UI Query Performance

Hi Everyone,

I apologize for the lengthy post but I wanted to make sure the issue and desired results were clear. I’m open to any and all suggestions and would happily jump on a call to discuss in detail. I’m tried a few different schema designs and countless queries but I haven’t found anything that’s acceptable. Here we go…

Attachment

Contains the graph schema and the query.

Screen Shots

First, is the graph schema. Second, is the UI parameter section. Third, is the query. Fourth, is the current size of the graph.

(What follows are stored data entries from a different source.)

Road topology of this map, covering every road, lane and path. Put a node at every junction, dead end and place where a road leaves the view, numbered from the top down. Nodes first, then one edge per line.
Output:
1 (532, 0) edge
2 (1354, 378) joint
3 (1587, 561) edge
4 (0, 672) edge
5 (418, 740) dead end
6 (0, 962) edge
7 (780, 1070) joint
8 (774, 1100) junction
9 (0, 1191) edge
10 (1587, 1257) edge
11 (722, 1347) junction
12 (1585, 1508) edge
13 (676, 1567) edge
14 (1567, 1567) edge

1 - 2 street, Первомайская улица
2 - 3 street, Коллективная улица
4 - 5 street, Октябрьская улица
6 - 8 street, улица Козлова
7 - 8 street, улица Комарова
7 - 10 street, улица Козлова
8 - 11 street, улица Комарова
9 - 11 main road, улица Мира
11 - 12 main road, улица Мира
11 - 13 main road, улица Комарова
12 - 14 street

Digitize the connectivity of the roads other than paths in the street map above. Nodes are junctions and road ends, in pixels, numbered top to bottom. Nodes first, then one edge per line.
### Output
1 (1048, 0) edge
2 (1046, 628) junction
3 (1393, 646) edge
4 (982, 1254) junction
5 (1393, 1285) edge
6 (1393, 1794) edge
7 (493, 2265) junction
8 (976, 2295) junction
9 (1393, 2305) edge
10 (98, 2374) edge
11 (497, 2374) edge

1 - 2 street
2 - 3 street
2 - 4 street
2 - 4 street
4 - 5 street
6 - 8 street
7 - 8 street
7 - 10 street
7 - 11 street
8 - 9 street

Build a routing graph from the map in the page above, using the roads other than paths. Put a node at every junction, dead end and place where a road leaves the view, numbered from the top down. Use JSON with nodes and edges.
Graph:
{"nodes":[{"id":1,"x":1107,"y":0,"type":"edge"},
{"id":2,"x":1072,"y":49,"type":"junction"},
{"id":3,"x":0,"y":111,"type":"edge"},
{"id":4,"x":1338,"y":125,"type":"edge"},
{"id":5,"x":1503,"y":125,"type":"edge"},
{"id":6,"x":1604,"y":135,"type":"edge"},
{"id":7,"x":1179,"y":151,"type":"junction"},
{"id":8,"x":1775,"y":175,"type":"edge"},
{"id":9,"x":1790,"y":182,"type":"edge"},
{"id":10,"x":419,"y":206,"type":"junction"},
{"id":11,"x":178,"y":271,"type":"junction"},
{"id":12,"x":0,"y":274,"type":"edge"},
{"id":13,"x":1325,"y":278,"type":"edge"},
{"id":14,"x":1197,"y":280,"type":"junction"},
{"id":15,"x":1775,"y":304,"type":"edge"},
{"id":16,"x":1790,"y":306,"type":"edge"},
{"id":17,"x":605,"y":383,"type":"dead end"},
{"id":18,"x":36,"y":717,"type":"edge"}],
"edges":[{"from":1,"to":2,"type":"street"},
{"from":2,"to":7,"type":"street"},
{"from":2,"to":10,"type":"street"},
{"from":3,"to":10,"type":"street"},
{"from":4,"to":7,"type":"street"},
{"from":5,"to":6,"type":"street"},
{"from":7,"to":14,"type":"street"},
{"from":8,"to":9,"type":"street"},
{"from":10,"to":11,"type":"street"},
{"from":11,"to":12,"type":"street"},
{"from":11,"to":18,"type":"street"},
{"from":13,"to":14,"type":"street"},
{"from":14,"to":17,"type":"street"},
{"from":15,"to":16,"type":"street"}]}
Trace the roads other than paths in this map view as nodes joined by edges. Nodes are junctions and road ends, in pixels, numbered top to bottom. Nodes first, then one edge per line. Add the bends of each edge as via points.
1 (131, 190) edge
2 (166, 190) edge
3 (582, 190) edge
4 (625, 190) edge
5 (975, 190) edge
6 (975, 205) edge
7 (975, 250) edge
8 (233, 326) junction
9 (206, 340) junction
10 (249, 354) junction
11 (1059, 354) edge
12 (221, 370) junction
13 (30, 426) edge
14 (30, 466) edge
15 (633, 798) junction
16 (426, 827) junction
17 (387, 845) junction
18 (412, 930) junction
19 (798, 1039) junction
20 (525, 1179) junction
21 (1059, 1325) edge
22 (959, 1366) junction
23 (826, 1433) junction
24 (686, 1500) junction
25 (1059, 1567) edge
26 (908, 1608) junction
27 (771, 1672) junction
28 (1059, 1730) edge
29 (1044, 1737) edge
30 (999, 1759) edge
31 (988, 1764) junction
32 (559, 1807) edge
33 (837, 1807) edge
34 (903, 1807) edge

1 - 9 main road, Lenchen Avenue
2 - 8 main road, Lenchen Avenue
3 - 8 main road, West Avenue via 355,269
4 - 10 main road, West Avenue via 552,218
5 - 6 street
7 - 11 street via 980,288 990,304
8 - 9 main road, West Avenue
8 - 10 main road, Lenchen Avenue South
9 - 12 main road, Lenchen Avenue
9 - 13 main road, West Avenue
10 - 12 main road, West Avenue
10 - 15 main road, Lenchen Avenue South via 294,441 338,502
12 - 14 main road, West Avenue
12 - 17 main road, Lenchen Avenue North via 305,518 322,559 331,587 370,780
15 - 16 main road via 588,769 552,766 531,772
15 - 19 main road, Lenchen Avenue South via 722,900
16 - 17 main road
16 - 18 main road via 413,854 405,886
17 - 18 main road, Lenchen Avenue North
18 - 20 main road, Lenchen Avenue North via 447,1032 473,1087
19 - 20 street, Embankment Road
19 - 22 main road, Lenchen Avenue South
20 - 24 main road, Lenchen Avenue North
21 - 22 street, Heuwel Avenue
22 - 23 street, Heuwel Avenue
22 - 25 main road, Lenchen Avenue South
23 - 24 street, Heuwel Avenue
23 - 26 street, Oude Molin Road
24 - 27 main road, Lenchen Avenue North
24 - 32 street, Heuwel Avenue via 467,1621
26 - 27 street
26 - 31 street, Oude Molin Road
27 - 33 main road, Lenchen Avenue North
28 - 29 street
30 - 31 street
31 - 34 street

NOTE: This graph has many more vertices and edges but I don’t believe they are needed for this issue. This graph currently contains 3 months of data (2019 Jan-Mar). We plan on loading at least all of 2018 and 2019 YTD. Assume the graph will be at least 6 times it’s current size if fully populated excluding the vertices and edges not mentioned in this post.

Background

This query is used in a UI where the user has 4 filtering options (YearMonth, LOB, Site and HealthSystem). If a user selects a LOB then only the YearMonth, HealthSystem and Site for that LOB are available for that user to continue their filtering. Very similar to excel-like filtering where the other filters will update based on your selection. This is what lines 2-44 achieve. The end results of this is a PRINT statement (line 46) that contains all available options in the UI filters. Every time the user selects a parameter value and clicks off, the UI calls the query and updates the available values. The UI can send no parameters to the query or a list for each one. We have not had any issues with this and if all values are selected or no parameters are passed to the query, the query will typically execute in 40 ms or under. However, I’m always open to suggestions.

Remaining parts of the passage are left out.